OOSS Releases Cataract Benchmarks

Published: October 31, 2007

Most cataract patients wear their street clothes into surgery and the top-performing eye facilities can turn over procedure rooms in less than seven minutes, according to the results of the Outpatient Ophthalmic Surgery Society's baseline benchmarking survey of 62 ophthalmic ASCs. The organization officially released its survey's results at a symposium held Oct. 5 and Oct. 6 in Atlanta, Ga.

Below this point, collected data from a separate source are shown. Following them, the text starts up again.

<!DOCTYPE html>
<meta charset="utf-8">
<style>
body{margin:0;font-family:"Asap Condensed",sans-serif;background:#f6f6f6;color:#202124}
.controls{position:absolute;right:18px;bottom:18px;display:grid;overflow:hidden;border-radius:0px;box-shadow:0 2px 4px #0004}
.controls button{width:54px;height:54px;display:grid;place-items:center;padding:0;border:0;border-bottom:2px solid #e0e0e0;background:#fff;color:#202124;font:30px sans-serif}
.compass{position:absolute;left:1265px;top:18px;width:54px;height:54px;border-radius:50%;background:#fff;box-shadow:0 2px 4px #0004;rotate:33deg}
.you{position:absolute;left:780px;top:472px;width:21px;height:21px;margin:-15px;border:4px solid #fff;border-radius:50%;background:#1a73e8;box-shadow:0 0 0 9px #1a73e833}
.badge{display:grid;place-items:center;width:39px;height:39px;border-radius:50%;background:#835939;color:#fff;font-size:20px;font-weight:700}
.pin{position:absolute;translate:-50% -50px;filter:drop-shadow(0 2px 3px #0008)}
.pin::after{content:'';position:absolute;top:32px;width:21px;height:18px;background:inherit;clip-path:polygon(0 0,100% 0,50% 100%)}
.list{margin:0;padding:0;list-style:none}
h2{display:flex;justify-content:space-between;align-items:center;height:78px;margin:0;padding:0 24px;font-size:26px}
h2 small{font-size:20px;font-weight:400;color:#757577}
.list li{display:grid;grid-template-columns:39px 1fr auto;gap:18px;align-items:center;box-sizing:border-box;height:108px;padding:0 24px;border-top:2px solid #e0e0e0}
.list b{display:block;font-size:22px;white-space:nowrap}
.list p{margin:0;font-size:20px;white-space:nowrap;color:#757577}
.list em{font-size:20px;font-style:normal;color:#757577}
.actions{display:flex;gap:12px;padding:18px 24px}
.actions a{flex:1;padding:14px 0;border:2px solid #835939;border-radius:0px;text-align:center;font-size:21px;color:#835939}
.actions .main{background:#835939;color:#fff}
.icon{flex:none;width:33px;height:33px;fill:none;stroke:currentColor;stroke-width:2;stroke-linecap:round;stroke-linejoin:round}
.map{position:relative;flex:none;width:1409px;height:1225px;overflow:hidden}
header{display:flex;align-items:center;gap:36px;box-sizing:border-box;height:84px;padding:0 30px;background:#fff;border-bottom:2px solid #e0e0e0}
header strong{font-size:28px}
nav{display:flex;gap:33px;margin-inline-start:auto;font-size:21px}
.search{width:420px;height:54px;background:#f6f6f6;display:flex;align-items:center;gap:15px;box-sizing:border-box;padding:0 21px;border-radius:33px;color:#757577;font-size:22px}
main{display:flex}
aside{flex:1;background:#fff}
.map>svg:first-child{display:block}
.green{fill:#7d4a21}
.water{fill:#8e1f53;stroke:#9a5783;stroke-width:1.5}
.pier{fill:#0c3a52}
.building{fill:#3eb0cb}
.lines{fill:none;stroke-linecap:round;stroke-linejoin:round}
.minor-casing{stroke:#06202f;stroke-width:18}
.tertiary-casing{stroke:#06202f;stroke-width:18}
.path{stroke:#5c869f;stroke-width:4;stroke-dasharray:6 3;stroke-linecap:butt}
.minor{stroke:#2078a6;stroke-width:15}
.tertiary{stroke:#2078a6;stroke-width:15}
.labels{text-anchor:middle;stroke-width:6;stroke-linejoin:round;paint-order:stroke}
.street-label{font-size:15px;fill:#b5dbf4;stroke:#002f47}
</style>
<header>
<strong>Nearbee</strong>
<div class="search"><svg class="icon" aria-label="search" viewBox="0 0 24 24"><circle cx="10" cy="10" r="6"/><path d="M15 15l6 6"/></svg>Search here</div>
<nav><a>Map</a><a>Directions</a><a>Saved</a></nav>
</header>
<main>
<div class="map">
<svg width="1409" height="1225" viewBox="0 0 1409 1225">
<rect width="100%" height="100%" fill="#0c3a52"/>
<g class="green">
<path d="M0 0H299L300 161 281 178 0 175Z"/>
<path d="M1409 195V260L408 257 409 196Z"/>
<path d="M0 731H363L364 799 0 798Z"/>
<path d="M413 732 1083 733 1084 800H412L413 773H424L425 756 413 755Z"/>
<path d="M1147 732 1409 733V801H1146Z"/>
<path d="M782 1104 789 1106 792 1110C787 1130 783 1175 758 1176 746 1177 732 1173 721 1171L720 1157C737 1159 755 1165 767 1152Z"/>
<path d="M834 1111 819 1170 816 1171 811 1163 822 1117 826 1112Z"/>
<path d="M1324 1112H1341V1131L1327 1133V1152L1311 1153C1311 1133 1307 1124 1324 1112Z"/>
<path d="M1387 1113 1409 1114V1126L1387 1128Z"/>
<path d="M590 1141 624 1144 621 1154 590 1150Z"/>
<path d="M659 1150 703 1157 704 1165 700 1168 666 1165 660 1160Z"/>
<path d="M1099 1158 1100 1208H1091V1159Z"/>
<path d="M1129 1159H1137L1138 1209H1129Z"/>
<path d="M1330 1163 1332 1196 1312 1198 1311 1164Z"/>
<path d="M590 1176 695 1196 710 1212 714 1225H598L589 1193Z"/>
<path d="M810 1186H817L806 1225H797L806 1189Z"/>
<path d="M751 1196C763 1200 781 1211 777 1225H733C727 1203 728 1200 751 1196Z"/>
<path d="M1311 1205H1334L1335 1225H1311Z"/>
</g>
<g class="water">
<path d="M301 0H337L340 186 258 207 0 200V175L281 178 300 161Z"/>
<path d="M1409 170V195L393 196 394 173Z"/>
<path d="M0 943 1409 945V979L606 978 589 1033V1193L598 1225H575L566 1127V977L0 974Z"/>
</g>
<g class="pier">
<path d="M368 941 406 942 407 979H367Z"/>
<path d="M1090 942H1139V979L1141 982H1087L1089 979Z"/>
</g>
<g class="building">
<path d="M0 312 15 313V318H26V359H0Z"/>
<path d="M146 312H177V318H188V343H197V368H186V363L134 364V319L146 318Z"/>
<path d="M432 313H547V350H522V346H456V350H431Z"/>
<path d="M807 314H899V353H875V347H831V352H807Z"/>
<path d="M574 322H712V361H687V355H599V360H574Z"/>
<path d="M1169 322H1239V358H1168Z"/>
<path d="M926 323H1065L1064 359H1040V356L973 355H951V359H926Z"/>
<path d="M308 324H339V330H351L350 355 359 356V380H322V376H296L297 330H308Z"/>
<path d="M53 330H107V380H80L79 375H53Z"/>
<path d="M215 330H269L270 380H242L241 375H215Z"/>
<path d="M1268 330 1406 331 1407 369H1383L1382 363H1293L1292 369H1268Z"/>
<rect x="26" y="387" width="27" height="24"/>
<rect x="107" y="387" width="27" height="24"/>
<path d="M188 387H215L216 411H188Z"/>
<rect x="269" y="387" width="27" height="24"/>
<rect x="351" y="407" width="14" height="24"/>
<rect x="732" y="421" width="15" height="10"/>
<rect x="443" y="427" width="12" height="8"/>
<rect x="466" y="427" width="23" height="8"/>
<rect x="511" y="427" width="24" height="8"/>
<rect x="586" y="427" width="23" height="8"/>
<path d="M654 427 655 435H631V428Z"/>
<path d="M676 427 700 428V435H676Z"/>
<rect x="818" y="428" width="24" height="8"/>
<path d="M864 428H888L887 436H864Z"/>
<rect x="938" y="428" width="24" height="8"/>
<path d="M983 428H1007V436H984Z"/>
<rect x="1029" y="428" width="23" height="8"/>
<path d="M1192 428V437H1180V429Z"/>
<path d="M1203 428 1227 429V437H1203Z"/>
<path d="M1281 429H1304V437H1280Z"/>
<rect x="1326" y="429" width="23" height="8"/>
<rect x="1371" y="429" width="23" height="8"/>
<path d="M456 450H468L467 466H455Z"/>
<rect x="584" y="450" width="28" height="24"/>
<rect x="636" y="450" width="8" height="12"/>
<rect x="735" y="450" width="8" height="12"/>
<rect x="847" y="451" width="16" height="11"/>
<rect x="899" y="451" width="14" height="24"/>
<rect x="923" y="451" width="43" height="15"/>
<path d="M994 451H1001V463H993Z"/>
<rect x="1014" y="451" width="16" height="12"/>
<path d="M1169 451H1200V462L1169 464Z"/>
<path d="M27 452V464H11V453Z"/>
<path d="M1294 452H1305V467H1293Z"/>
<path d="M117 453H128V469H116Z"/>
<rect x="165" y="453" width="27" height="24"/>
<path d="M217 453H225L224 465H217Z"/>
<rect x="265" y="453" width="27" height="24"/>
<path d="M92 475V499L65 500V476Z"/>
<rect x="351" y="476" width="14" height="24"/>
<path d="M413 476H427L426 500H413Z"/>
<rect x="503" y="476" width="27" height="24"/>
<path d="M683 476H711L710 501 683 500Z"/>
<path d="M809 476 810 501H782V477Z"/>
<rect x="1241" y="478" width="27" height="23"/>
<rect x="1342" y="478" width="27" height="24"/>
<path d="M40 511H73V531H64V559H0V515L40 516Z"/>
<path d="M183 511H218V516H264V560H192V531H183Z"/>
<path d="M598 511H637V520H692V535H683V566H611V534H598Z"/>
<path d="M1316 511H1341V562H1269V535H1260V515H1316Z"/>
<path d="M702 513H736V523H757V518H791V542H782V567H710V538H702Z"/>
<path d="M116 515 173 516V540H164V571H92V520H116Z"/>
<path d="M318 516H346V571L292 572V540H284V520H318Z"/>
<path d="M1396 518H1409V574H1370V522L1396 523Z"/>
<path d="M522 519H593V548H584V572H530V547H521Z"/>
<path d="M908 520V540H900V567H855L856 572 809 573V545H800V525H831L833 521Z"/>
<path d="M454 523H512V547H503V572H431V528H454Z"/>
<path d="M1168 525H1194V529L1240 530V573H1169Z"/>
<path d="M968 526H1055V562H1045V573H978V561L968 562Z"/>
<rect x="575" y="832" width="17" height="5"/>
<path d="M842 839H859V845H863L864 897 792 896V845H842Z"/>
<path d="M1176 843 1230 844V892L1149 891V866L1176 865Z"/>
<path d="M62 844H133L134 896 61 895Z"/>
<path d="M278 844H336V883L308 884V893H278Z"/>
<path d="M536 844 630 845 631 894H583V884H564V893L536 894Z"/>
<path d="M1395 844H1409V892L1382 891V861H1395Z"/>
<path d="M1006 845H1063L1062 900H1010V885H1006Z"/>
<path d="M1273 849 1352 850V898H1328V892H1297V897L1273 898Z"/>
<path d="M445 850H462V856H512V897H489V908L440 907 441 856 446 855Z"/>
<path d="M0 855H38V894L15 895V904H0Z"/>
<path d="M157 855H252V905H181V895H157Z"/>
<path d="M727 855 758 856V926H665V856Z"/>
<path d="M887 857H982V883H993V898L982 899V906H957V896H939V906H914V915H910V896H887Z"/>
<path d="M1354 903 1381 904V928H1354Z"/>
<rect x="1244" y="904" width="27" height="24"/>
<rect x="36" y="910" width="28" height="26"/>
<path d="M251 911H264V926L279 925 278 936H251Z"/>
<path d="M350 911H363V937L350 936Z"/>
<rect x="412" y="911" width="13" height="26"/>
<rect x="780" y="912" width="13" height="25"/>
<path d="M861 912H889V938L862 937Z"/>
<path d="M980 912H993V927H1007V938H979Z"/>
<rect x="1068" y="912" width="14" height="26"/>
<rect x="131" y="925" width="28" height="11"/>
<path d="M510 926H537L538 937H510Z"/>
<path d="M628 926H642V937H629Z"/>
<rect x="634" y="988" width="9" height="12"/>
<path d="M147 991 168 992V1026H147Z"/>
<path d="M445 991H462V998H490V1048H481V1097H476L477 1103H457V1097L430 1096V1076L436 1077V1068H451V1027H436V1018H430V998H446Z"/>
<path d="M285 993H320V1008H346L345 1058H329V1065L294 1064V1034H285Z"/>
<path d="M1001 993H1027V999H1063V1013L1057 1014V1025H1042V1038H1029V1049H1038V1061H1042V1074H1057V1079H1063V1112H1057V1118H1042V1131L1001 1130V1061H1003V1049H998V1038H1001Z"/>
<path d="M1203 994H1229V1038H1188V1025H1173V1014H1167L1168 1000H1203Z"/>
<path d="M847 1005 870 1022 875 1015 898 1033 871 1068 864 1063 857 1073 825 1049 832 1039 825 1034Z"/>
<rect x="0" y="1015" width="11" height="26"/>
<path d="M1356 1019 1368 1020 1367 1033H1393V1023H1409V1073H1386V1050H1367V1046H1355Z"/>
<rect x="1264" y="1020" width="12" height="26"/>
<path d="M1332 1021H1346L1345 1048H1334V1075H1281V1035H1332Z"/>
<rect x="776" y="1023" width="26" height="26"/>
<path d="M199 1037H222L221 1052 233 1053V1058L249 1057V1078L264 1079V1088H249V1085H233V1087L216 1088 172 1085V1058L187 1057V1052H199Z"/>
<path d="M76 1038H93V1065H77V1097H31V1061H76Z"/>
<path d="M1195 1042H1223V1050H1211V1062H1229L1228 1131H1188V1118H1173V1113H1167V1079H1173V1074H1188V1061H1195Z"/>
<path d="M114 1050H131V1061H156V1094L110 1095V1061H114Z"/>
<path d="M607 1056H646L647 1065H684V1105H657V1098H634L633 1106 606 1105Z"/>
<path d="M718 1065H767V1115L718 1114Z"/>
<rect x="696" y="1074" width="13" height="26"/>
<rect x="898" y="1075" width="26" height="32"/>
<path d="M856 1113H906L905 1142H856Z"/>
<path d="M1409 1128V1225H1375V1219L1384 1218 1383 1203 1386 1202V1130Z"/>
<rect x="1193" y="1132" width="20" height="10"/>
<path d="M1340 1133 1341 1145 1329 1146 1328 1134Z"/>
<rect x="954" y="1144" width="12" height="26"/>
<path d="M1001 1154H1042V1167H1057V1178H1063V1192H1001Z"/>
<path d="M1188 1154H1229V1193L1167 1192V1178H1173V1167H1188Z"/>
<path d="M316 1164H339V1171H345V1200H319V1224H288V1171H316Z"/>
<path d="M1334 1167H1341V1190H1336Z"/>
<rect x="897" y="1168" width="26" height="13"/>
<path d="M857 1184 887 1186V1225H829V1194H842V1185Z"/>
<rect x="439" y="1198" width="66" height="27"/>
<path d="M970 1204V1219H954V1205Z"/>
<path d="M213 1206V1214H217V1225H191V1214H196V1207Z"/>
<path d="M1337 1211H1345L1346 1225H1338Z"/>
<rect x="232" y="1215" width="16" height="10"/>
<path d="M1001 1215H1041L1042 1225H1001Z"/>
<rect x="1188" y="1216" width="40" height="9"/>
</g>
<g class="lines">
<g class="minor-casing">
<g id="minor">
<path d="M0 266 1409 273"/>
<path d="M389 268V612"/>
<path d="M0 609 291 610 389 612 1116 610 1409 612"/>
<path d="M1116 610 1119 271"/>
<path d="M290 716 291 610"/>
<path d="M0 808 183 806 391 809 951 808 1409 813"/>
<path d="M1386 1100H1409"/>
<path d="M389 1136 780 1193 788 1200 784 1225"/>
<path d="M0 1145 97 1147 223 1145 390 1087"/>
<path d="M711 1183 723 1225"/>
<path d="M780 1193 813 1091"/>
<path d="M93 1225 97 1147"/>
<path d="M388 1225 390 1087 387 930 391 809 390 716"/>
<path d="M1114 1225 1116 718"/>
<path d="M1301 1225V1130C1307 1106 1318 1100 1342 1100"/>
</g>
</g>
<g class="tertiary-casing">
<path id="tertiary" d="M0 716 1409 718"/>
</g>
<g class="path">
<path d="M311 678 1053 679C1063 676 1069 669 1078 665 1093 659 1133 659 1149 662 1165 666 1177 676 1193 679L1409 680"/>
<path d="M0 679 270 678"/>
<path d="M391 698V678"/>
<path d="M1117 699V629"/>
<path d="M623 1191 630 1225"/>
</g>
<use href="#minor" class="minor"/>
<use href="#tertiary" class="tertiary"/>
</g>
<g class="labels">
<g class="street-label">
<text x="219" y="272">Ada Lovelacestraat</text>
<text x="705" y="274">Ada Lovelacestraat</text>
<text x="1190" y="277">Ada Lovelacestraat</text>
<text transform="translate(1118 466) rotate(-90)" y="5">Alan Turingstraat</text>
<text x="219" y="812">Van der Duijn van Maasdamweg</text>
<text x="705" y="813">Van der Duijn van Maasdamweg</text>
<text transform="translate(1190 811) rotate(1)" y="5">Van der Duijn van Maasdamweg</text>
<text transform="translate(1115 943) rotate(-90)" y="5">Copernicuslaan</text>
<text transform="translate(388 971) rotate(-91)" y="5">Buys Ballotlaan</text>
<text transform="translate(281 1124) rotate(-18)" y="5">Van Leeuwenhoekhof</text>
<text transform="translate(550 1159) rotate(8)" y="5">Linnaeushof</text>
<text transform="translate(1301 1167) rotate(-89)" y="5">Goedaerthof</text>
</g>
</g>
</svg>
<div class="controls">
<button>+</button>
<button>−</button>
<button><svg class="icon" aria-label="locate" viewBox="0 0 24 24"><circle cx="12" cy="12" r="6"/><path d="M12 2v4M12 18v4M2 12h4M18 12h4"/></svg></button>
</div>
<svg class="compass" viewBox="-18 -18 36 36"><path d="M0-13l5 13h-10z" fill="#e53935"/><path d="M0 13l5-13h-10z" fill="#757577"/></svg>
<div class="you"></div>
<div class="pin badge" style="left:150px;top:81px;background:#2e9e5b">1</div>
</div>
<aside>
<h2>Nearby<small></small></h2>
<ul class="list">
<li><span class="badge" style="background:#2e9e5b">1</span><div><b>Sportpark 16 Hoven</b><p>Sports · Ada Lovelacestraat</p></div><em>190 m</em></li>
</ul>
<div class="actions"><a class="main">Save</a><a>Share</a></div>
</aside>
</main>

Kent Jackson, PhD, CPCU, director of research and training for Lance Jackson Associates, a business development firm in Denver, Colo., led the research team. Dr. Jackson says he analyzed data to focus on two primary benchmark criteria: First, business operations activities that contribute directly to gross profit and net profit as a percent of gross revenue, and second, clinical performance as it relates to key questions pertaining to established best clinical practices or protocols.

The research team isolated the best performing respondents based on business operations and clinical data, grouping the data according to relative size of the surgery center based on square footage and number of procedures performed. Here are a few of the survey's findings:

From patient check-in to checkout

  • 2,000 to 4,000 sq. ft. facilities = 104.31 minutes
  • 4,500 to 6,500 sq. ft. facilities = 104.76 minutes
  • 7,000+ sq. ft. facilities = 94.75 minutes

    Patient in/out of the OR

  • 2,000 to 4,000 sq. ft. facilities = 21.28 minutes
  • 4,500 to 6,500 sq. ft. facilities = 23 minutes
  • 7,000+ sq. ft. facilities = 28.7 minutes

    The OOSS and Dr. Jackson hope to use the information collected from this baseline study to further focus and enhance the benchmarking survey that will be offered to all OOSS members in 2008. According to Dr. Jackson, the study's second phase will involve analysis of all other variables to isolate significant correlated measures that, if interpreted by OOSS experts to represent a causal relationship, will help define supporting benchmarks to mutually enhance business and clinical performance. "More case turnover means more profits," says Dr. Jackson. "But when does that turnover begin to sacrifice the quality of care? Where's the tipping point?"